(Supplied records begins)
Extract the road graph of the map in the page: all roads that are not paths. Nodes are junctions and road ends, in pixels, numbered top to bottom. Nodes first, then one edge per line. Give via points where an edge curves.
(Supplied records ends)
(Supplied records begins)
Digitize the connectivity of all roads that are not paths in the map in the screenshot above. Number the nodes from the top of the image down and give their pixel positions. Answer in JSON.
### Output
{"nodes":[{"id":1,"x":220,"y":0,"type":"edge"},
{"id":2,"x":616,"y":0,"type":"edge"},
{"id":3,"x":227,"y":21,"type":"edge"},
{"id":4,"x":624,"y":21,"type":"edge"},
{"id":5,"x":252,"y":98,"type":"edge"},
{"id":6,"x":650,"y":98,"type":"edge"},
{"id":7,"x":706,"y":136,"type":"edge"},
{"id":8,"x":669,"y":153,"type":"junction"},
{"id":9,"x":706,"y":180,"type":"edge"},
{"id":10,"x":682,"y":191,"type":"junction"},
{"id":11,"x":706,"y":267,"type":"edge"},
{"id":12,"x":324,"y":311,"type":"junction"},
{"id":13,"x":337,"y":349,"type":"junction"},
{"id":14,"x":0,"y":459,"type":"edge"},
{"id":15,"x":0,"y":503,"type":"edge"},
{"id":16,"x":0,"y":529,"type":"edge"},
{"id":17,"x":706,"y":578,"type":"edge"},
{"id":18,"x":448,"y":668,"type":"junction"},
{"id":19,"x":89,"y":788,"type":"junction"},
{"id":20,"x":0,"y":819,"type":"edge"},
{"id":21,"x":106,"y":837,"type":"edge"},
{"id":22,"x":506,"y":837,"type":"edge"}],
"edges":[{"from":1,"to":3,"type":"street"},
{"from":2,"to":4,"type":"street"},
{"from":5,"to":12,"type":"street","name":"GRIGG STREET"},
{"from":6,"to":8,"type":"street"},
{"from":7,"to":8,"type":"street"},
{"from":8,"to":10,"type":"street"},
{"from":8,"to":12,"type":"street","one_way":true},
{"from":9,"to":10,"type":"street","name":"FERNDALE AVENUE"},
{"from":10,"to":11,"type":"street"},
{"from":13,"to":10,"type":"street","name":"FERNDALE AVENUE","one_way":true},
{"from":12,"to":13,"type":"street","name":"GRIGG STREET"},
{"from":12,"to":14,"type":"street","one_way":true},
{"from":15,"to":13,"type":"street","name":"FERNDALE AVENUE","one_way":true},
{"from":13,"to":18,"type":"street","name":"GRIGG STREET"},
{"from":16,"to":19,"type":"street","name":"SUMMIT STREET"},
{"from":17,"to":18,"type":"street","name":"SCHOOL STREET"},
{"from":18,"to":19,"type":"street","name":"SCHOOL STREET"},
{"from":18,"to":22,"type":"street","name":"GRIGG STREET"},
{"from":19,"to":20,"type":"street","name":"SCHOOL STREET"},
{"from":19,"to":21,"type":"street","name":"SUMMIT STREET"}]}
(Supplied records ends)
(Supplied records begins)
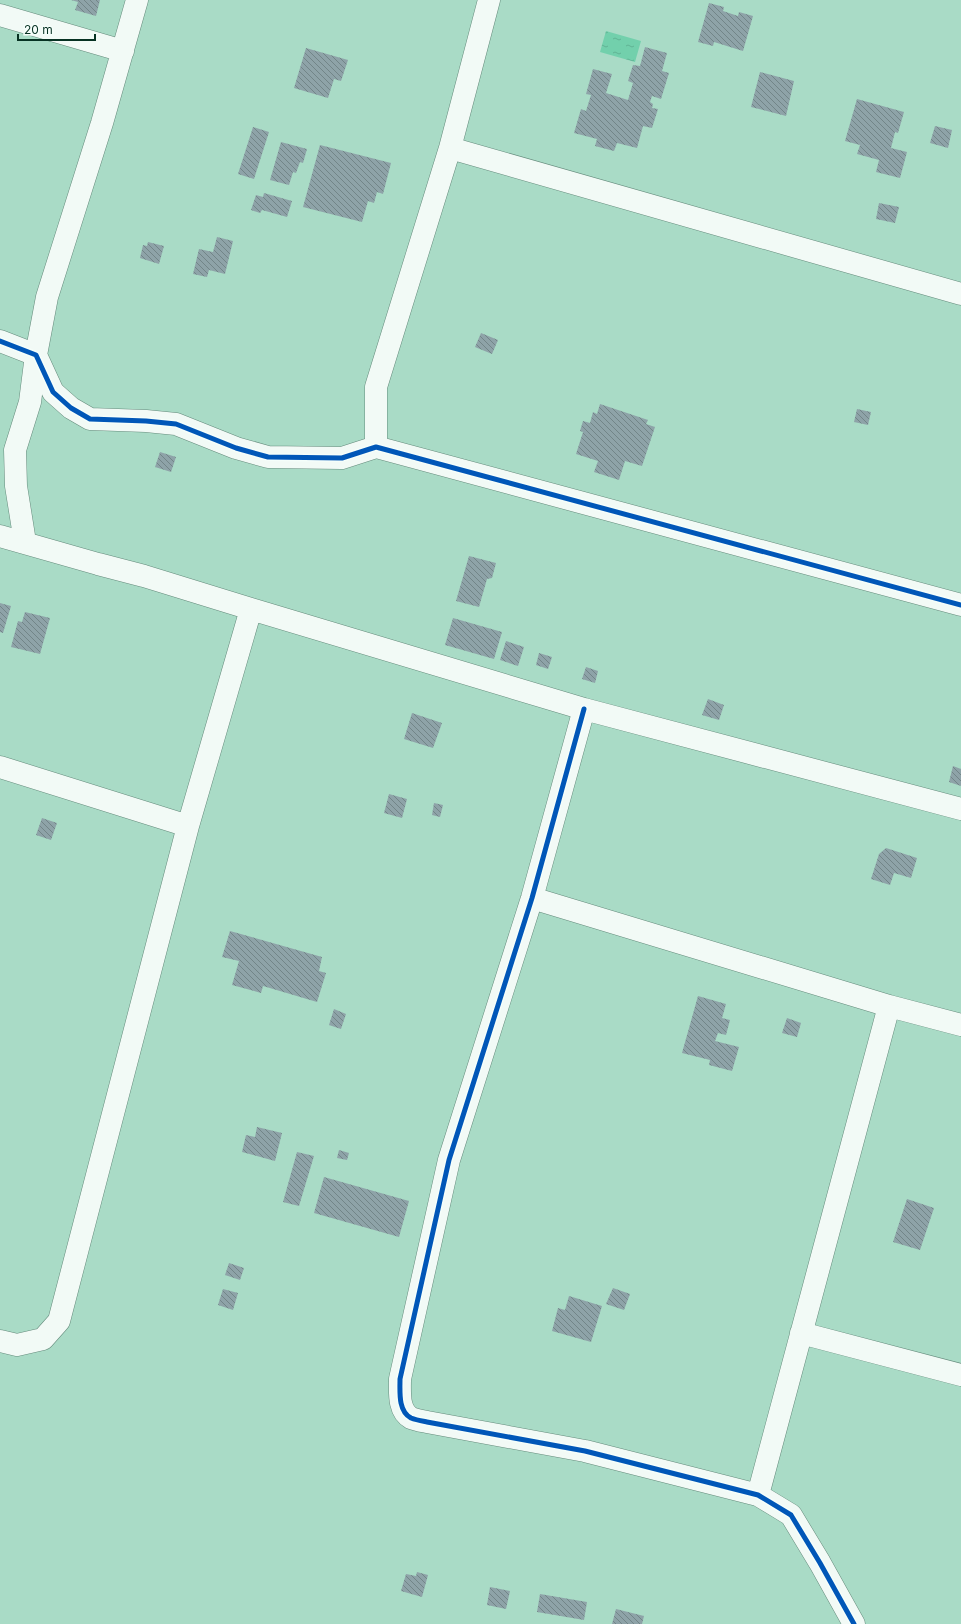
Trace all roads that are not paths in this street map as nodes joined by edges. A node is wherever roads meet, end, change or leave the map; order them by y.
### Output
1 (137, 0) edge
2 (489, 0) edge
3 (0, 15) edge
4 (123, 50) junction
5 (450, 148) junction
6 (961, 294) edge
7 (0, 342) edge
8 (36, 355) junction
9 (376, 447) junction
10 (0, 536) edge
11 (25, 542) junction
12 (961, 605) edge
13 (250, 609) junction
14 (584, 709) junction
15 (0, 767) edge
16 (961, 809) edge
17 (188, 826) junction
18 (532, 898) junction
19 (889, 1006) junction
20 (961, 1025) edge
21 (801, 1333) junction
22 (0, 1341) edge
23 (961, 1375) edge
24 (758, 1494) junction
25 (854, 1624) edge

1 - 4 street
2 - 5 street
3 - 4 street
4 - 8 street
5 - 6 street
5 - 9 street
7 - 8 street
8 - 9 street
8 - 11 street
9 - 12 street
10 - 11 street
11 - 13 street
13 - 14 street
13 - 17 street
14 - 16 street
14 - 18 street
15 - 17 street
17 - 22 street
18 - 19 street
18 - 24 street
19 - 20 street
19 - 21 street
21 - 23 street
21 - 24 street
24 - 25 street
(Supplied records ends)
= Problem description =
Copy every line from the records above that contains the word "paths".

= Reply =
Extract the road graph of the map in the page: all roads that are not paths. Nodes are junctions and road ends, in pixels, numbered top to bottom. Nodes first, then one edge per line. Give via points where an edge curves.
Digitize the connectivity of all roads that are not paths in the map in the screenshot above. Number the nodes from the top of the image down and give their pixel positions. Answer in JSON.
Trace all roads that are not paths in this street map as nodes joined by edges. A node is wherever roads meet, end, change or leave the map; order them by y.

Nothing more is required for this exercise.